▶ Saved entries
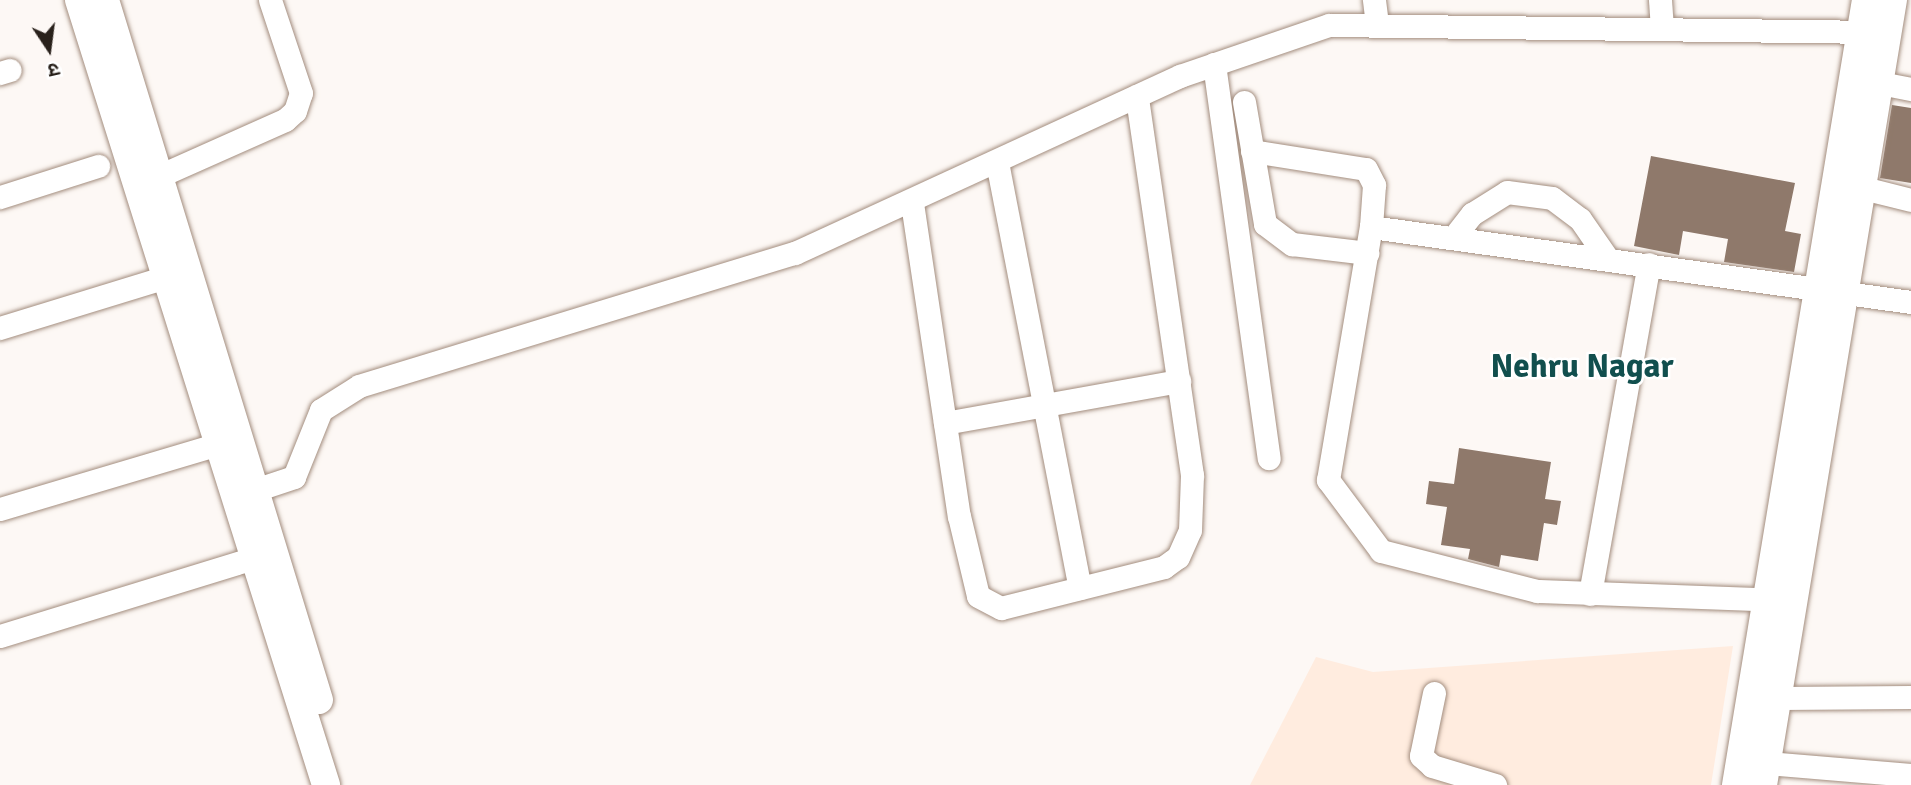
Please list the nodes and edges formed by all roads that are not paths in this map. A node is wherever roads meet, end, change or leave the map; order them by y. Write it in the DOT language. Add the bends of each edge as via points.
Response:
graph roads {
  1 [pos="79,0"];
  2 [pos="105,0"];
  3 [pos="270,0"];
  4 [pos="1374,0"];
  5 [pos="1660,0"];
  6 [pos="1866,0"];
  7 [pos="1893,0"];
  8 [pos="1377,25"];
  9 [pos="1662,28"];
  10 [pos="1873,32"];
  11 [pos="1214,64"];
  12 [pos="1880,83"];
  13 [pos="1911,89"];
  14 [pos="1137,96"];
  15 [pos="1244,102"];
  16 [pos="1252,151"];
  17 [pos="998,162"];
  18 [pos="98,166"];
  19 [pos="159,176"];
  20 [pos="1863,188"];
  21 [pos="0,197"];
  22 [pos="1911,200"];
  23 [pos="912,203"];
  24 [pos="1371,227"];
  25 [pos="1453,238"];
  26 [pos="1367,253"];
  27 [pos="1607,258"];
  28 [pos="1648,264"];
  29 [pos="166,276"];
  30 [pos="1819,286"];
  31 [pos="1847,289"];
  32 [pos="1911,302"];
  33 [pos="0,328"];
  34 [pos="1179,382"];
  35 [pos="1044,405"];
  36 [pos="945,423"];
  37 [pos="218,444"];
  38 [pos="1269,458"];
  39 [pos="245,494"];
  40 [pos="0,509"];
  41 [pos="254,558"];
  42 [pos="1080,588"];
  43 [pos="1590,594"];
  44 [pos="1782,600"];
  45 [pos="0,636"];
  46 [pos="1434,693"];
  47 [pos="1911,696"];
  48 [pos="1780,698"];
  49 [pos="1765,774"];
  50 [pos="1911,775"];
  51 [pos="326,785"];
  52 [pos="344,785"];
  53 [pos="1495,785"];
  54 [pos="1736,785"];
  1 -- 29 [label="main road"];
  2 -- 19 [label="main road"];
  3 -- 19 [label="street" via="301,93 295,111"];
  4 -- 8 [label="street"];
  5 -- 9 [label="street"];
  6 -- 10 [label="main road"];
  7 -- 10 [label="main road"];
  8 -- 9 [label="street"];
  8 -- 11 [label="street" via="1329,25"];
  9 -- 10 [label="street"];
  10 -- 12 [label="main road"];
  10 -- 30 [label="main road"];
  11 -- 14 [label="street"];
  11 -- 38 [label="street"];
  12 -- 13 [label="street"];
  12 -- 20 [label="main road"];
  14 -- 17 [label="street"];
  14 -- 34 [label="street"];
  15 -- 16 [label="street"];
  16 -- 24 [label="street" via="1366,169 1374,185"];
  16 -- 26 [label="street" via="1265,224 1292,244"];
  17 -- 23 [label="street"];
  17 -- 35 [label="street"];
  18 -- 21 [label="street"];
  19 -- 39 [label="main road"];
  20 -- 22 [label="street"];
  20 -- 31 [label="main road"];
  23 -- 36 [label="street"];
  23 -- 39 [label="street" via="795,253 359,386 321,410 300,471"];
  24 -- 25 [label="street"];
  24 -- 26 [label="street"];
  25 -- 27 [label="street"];
  25 -- 27 [label="street" via="1472,214 1507,192 1552,198 1580,219"];
  26 -- 43 [label="street" via="1328,480 1381,551 1538,591"];
  27 -- 28 [label="street"];
  28 -- 30 [label="street"];
  28 -- 43 [label="street"];
  29 -- 33 [label="street"];
  29 -- 37 [label="main road"];
  30 -- 31 [label="street"];
  30 -- 44 [label="main road"];
  31 -- 32 [label="street"];
  31 -- 44 [label="main road"];
  34 -- 35 [label="street"];
  34 -- 42 [label="street" via="1192,475 1185,546 1164,567"];
  35 -- 36 [label="street"];
  35 -- 42 [label="street"];
  36 -- 42 [label="street" via="978,596 1001,608"];
  37 -- 39 [label="main road"];
  37 -- 40 [label="street"];
  39 -- 41 [label="main road"];
  39 -- 52 [label="main road"];
  41 -- 45 [label="street"];
  41 -- 51 [label="main road"];
  43 -- 44 [label="street"];
  44 -- 48 [label="main road"];
  44 -- 54 [label="main road"];
  46 -- 53 [label="street" via="1422,756 1432,766"];
  47 -- 48 [label="street"];
  48 -- 49 [label="main road"];
  49 -- 50 [label="street"];
}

▶ Required work
What is needed is the number of lines in the data that hold the word "roads", with nothing added.

▶ Output below
2